This post is meant to be an introduction to Core_bench, our micro-benchmarking library for OCaml. Core_bench is similar to Haskell’s micro-benchmarking library, Criterion, in that it serves the same overall purpose. It is however not a direct port of Criterion to OCaml, but instead employs a different approach to estimating costs that we think yields better results.
We think the result is a benchmarking tool whose results are easier to interpret, and as we’ll see later give us better intuitions as to how much of the time spent by our code can be explained by garbage collection.
Core_bench is also meant to be easy to use. The source is publicly available on
github and the library can be
installed by running opam install core_bench
.
Here is an example program that uses Core_bench
:
open Core.Std
open Core_bench.Std
let () =
Command.run (Bench.make_command [
Bench.Test.create ~name:"id"
(fun () -> ());
Bench.Test.create ~name:"Time.now"
(fun () -> ignore (Time.now ()));
Bench.Test.create ~name:"Array.create300"
(fun () -> ignore (Array.create ~len:300 0))
])
Let’s ignore the Bench.make_command
for a moment and focus on the calls to
Bench.Test.create
. Each benchmark consists of a name and a function of type
unit -> unit
. When you run the program you see something like:
Name Time/Run mWd/Run mjWd/Run
id 3.08ns
Time.now 843.82ns 2.00w
Array.create300 3_971.13ns 301.00w
This short program already produces some interesting outputs. It says that the
cost of calling an empty thunk is estimated to be about 3 nanos on my old
laptop. Time.now
takes 843 nanos and allocates 2 words on the minor heap due
the fact that it returns a boxed float (one word is 64 bits on a 64 bit
machine). Array.Create300
allocates 301 words directly into the major heap.

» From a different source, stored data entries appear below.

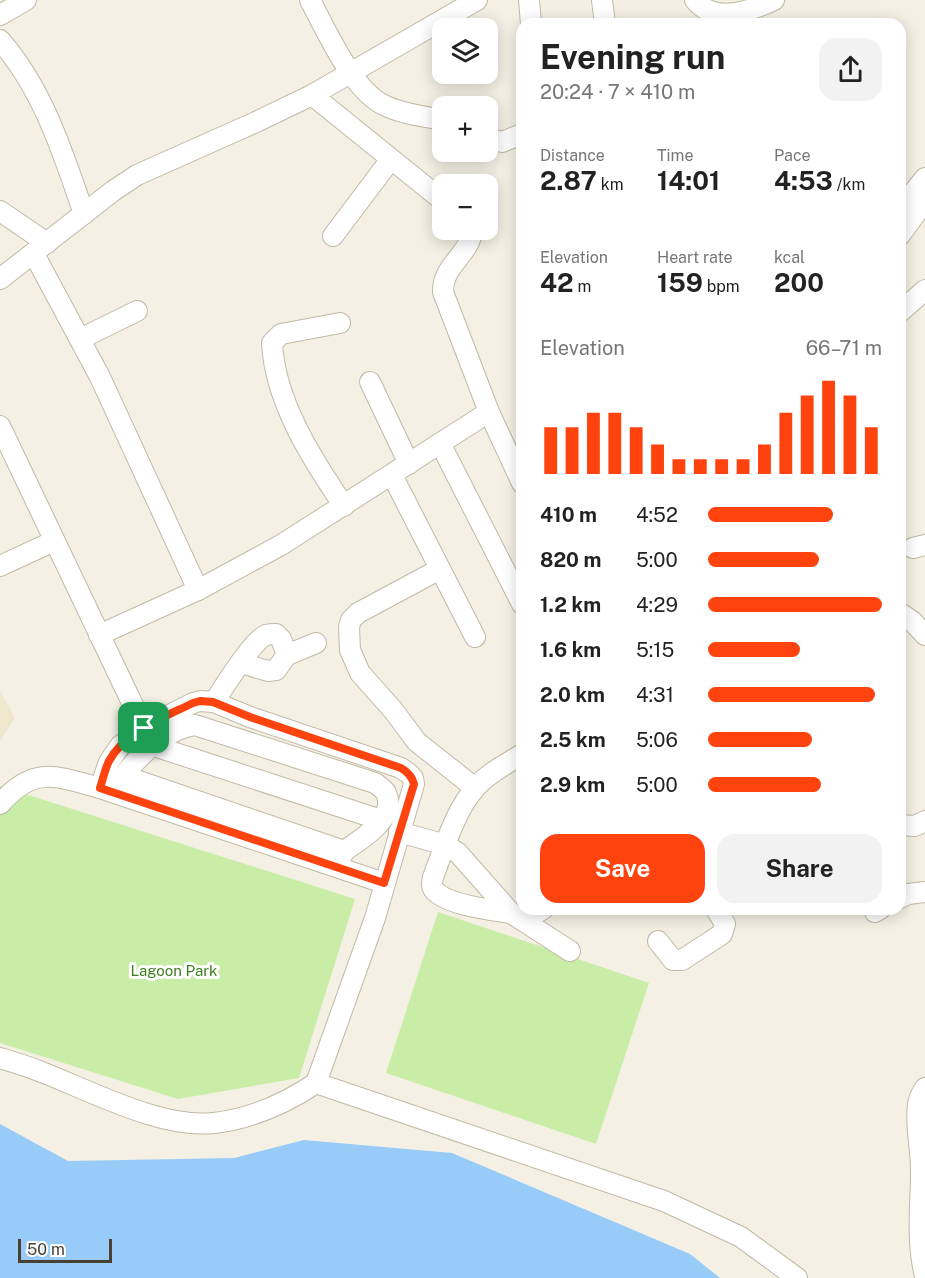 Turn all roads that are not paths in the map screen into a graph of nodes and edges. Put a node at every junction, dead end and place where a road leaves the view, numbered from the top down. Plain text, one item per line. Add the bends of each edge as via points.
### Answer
1 (26, 0) edge
2 (310, 0) edge
3 (477, 0) edge
4 (529, 0) edge
5 (602, 0) edge
6 (695, 0) edge
7 (774, 0) edge
8 (0, 15) edge
9 (530, 18) edge
10 (604, 18) edge
11 (0, 39) edge
12 (350, 73) junction
13 (312, 95) junction
14 (432, 118) edge
15 (516, 136) edge
16 (498, 141) edge
17 (391, 159) junction
18 (925, 178) edge
19 (432, 192) edge
20 (925, 201) edge
21 (906, 202) edge
22 (0, 211) edge
23 (84, 214) junction
24 (906, 227) edge
25 (333, 236) dead end
26 (470, 240) edge
27 (41, 249) junction
28 (0, 279) edge
29 (925, 290) edge
30 (906, 307) edge
31 (137, 310) dead end
32 (340, 323) dead end
33 (80, 339) junction
34 (370, 382) dead end
35 (489, 412) junction
36 (0, 426) edge
37 (440, 443) junction
38 (409, 464) junction
39 (516, 470) edge
40 (392, 475) junction
41 (344, 506) junction
42 (54, 541) junction
43 (0, 566) edge
44 (441, 569) junction
45 (198, 590) junction
46 (516, 592) edge
47 (906, 617) edge
48 (99, 635) junction
49 (925, 635) edge
50 (475, 637) dead end
51 (316, 643) dead end
52 (288, 655) junction
53 (241, 663) junction
54 (213, 702) junction
55 (144, 728) junction
56 (154, 746) junction
57 (516, 758) edge
58 (114, 786) junction
59 (475, 788) junction
60 (0, 804) edge
61 (381, 820) junction
62 (925, 821) edge
63 (906, 825) edge
64 (404, 833) junction
65 (438, 842) junction
66 (341, 859) junction
67 (384, 883) junction
68 (925, 892) edge
69 (906, 895) edge
70 (524, 915) edge
71 (719, 915) edge
72 (517, 917) junction
73 (658, 941) dead end
74 (570, 951) dead end
75 (0, 1058) edge
76 (322, 1085) junction
77 (925, 1088) edge
78 (925, 1276) edge
79 (797, 1278) edge

1 - 8 street
2 - 12 street
3 - 12 street
4 - 9 street
5 - 10 street
6 - 7 street via 705,9 723,15
11 - 23 street via 20,65 55,131
12 - 13 street
12 - 14 street via 385,106
13 - 17 street
13 - 23 street via 145,171
15 - 16 street
17 - 19 street
17 - 25 street
18 - 21 street
20 - 24 street
22 - 27 street
23 - 27 street
26 - 35 street via 445,275 443,292
27 - 28 street
27 - 33 street
29 - 30 street
31 - 33 street
32 - 41 street via 281,334 272,343 286,404 311,456
33 - 45 street
34 - 38 street
35 - 37 street
35 - 39 street
36 - 42 street
37 - 38 street
37 - 46 street
38 - 40 street
40 - 41 street
40 - 44 street
41 - 45 street
42 - 43 street
42 - 48 street
44 - 50 street
44 - 59 street via 351,620 350,650 360,673 417,742
45 - 48 street
47 - 49 street
48 - 55 street
51 - 52 street
52 - 53 street via 276,670
52 - 53 street via 281,639 268,634
53 - 54 street
54 - 55 street via 193,703
54 - 64 street via 401,768 414,784
55 - 58 street via 120,746 109,762
56 - 58 street via 139,756
56 - 61 street
56 - 61 street via 185,726 208,728 375,783 387,798
57 - 59 street
58 - 60 street via 57,776 36,777 14,788
58 - 66 street
59 - 65 street
61 - 66 street
62 - 63 street
64 - 65 street
64 - 67 street
65 - 72 street via 468,863
65 - 72 street via 434,891 443,898
66 - 67 street
67 - 76 street
68 - 69 street
70 - 72 street
71 - 73 street via 724,924 722,934 682,960 673,960
72 - 74 street
75 - 76 street via 172,1120 213,1123 253,1114
76 - 79 street via 664,1201 741,1237
77 - 78 street via 918,1104 919,1240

The array has length 300 and the one additional word is for the array block
header. Some experimenting shows that Arrays of length 256 or larger are
allocated directly into the major heap.
Bench.make_command
gives the program a rich set of command line options. As we
will explain below, Core_bench uses linear regression for estimating the costs.
There are command line options to inspect various error estimates which include
95% confidence intervals calculated via bootstrapping and the goodness of fit,
R\^2, for the
regression. One can also specify the time quota allowed for benchmarking from
the command line. The more data samples the program can collect, the better its
estimates will be. For short-lived functions of the order of microseconds,
benchmarking time of about a second or so produces estimates with pretty tight
95% confidence intervals. If not enough data was collected for a good estimate,
then one would typically see a wide 95% confidence interval.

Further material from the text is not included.